How do I request an internal appeal?
If your insurer denies your claim, you have the right to an internal appeal. This means you can ask your insurer to conduct a full and fair review of its decision. To appeal the denial, you should do the following:
- Review the determination letter. Your insurer should have sent you a determination letter to tell you that it would not cover your claim. Review this document so you can understand why your insurer denied your claim and how you can appeal the denial.
- Collect information. In addition to the determination letter, collect all of the documents that your insurer sent to you, including your insurance policy and your insurer’s medical necessity criteria. “Medical necessity criteria” refers to your insurer’s policy for determining whether a treatment or service is necessary for your condition.

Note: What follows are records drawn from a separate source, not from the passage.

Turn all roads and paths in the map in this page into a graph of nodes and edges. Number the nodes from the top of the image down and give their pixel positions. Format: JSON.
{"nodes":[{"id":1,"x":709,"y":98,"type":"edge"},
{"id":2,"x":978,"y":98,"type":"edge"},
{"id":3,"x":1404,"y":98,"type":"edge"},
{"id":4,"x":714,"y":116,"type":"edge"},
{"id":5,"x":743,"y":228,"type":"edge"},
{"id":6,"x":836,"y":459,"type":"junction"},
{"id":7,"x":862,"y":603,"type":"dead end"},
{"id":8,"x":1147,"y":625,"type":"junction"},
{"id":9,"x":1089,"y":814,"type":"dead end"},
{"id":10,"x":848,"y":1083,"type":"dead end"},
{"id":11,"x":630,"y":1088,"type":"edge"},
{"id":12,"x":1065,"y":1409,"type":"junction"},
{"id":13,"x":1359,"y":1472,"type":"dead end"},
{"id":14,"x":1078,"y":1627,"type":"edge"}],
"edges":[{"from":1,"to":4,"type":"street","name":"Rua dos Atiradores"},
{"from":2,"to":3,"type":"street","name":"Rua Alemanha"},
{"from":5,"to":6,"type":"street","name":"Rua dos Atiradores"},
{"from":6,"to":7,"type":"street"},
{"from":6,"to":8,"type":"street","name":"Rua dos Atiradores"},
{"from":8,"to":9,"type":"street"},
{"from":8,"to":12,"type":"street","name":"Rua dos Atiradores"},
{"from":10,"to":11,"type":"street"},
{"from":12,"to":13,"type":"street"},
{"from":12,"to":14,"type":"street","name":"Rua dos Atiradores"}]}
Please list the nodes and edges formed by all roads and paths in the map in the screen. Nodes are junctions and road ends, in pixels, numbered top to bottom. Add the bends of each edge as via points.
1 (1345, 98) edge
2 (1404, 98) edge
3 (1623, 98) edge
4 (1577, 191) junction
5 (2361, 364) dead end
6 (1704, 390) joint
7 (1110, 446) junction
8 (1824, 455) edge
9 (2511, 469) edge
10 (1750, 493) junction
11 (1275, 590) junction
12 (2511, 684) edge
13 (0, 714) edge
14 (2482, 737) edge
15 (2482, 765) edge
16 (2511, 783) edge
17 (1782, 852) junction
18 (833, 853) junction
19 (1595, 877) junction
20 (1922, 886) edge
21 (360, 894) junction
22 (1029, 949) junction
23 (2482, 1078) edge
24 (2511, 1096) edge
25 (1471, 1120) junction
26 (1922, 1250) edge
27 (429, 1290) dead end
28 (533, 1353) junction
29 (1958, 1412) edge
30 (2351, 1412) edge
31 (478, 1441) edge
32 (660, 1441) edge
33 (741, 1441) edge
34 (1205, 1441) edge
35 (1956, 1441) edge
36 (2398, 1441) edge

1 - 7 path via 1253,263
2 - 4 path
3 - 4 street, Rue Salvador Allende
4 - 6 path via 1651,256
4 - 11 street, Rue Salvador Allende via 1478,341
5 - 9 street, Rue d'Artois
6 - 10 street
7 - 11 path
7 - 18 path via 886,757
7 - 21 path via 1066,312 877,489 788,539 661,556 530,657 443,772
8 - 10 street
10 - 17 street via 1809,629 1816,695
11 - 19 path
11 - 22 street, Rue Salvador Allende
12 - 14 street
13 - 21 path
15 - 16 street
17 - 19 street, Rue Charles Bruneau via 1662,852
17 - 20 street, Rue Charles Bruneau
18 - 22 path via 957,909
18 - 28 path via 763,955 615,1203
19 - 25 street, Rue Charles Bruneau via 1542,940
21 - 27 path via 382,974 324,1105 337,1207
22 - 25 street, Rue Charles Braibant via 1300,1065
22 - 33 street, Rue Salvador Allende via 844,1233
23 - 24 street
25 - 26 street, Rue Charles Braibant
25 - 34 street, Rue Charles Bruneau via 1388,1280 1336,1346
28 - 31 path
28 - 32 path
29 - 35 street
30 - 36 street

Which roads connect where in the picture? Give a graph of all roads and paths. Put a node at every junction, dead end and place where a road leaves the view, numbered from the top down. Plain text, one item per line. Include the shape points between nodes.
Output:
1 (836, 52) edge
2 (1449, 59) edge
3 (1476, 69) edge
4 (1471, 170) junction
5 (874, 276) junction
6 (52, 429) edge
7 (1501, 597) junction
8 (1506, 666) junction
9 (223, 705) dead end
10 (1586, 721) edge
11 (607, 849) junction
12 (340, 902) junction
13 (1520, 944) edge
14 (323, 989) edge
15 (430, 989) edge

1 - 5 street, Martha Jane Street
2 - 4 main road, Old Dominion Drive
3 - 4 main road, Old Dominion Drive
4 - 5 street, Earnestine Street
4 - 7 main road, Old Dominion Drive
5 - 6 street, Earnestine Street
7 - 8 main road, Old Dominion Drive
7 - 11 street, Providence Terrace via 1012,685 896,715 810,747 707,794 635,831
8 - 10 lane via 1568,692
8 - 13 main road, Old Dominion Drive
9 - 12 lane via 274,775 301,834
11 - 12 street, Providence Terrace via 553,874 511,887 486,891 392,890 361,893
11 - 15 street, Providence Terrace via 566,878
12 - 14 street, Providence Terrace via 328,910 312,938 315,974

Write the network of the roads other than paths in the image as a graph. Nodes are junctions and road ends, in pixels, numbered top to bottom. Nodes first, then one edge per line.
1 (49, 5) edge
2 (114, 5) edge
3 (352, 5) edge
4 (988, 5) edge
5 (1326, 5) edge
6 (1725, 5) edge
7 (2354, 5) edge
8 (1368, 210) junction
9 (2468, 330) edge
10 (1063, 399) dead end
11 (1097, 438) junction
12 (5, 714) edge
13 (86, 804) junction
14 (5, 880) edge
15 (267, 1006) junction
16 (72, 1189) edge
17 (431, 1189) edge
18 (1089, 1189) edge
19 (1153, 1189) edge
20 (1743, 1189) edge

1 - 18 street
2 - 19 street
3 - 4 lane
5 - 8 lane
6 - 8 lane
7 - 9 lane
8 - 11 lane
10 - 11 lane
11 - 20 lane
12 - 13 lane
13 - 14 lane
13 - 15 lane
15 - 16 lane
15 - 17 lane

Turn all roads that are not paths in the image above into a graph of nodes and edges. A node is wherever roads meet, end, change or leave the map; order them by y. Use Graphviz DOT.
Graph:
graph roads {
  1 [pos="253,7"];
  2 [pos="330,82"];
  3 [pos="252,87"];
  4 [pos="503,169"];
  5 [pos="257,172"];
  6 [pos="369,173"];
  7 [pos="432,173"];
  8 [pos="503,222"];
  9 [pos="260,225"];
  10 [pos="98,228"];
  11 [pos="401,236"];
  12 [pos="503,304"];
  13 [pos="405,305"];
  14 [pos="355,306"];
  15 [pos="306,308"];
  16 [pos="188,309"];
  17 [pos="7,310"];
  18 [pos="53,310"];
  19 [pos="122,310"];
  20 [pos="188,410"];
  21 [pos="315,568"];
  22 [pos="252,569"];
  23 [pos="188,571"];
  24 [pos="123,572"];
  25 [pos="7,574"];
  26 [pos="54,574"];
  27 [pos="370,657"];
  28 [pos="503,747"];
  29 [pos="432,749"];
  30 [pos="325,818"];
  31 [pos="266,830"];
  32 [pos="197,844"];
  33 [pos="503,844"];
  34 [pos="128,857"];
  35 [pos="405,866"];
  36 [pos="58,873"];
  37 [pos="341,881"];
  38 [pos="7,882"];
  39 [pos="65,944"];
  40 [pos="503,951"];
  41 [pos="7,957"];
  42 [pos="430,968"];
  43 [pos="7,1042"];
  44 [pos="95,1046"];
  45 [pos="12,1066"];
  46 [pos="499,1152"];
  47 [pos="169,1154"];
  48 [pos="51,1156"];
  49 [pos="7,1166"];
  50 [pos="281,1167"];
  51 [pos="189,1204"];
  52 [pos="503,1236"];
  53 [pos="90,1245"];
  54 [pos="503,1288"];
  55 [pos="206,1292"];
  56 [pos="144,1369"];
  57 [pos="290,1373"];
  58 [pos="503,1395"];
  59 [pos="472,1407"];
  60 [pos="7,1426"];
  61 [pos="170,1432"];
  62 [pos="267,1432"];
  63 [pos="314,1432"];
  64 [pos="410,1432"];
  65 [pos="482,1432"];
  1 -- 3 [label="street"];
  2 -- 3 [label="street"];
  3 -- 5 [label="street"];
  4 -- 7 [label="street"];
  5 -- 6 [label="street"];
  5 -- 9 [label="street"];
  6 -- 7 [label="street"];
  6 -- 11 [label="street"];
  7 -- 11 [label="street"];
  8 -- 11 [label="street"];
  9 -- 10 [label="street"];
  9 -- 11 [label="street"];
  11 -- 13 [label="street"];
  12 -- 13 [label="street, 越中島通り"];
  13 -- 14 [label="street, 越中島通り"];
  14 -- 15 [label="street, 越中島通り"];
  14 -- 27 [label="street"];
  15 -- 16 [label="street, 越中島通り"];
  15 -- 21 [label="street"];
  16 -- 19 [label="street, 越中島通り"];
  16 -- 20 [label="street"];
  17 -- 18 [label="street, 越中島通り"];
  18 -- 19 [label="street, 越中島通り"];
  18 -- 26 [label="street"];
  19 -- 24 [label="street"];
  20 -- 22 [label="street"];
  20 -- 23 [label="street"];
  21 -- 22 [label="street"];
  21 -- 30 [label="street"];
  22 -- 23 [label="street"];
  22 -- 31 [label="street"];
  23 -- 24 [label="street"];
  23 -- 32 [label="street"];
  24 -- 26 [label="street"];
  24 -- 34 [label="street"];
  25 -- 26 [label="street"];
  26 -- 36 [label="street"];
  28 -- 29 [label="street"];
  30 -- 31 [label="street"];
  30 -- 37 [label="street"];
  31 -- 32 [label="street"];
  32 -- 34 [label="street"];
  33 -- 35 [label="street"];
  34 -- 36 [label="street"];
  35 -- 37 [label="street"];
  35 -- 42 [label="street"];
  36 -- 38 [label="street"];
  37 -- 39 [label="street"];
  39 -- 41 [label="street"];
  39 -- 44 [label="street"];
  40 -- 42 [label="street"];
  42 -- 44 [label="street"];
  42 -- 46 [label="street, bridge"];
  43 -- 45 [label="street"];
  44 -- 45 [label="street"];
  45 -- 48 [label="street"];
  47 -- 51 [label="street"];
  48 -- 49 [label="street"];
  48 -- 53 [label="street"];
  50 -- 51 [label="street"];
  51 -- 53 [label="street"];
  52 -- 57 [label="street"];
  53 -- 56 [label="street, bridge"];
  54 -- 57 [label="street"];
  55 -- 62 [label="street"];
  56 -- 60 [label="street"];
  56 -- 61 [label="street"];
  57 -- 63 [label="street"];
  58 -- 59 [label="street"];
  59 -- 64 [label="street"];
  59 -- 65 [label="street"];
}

- Request documents. If your insurer did not send you the determination letter, your policy, the medical necessity criteria, or instructions and forms for filing an appeal, call your insurer and request these documents.
- Call your health care provider’s office. Contact your health care provider’s office to ask for help with the appeals process. Someone in his or her office might help you fill out the forms to request an appeal and draft a strong appeal letter.
- Request an expedited internal appeal, if applicable. Expedited internal appeals are available in emergency situations. Your situation is an emergency if waiting 18 days for the requested treatment would jeopardize your life or health. Contact your insurer immediately and ask for instruction on how to request an expedited internal appeal if you believe your situation qualifies.
- Submit the appeal request. You or someone in your health care provider’s office should submit the appeal forms along with the letter from your health care provider and any additional information that your insurer requested. Be sure to follow your insurer’s instructions closely and make a copy for your own records of all documents you or your health care provider submitted to the insurer.
- Follow up. Follow up with your insurer regularly until you hear back. Be sure to keep a record of the name of any representative you speak with about the appeal, the date and time you spoke with that person, a confirmation number for the call, and a summary of your discussion.
How long should the internal appeals process take?
Your insurer should provide you a response within 18 business days after your appeal is received. If you requested an expedited internal appeal, your insurer should provide you with a response within 72 hours of receiving your appeal.
In which circumstances can I apply for an external review?
During an external review, an independent third party reviews your insurer’s decision. Your insurer will no longer have the final say over whether to approve a treatment or pay a claim. You are entitled to an external review if your insurer denied your coverage for one of the following reasons:
- Your insurer determined that the treatment or service was not medically necessary or appropriate;
- Your insurer determined that the treatment or service was investigational or experimental; or
- Your insurer did not provide you with a decision on your internal appeal within18 hours for standard appeals or 72 hours for expedited appeals.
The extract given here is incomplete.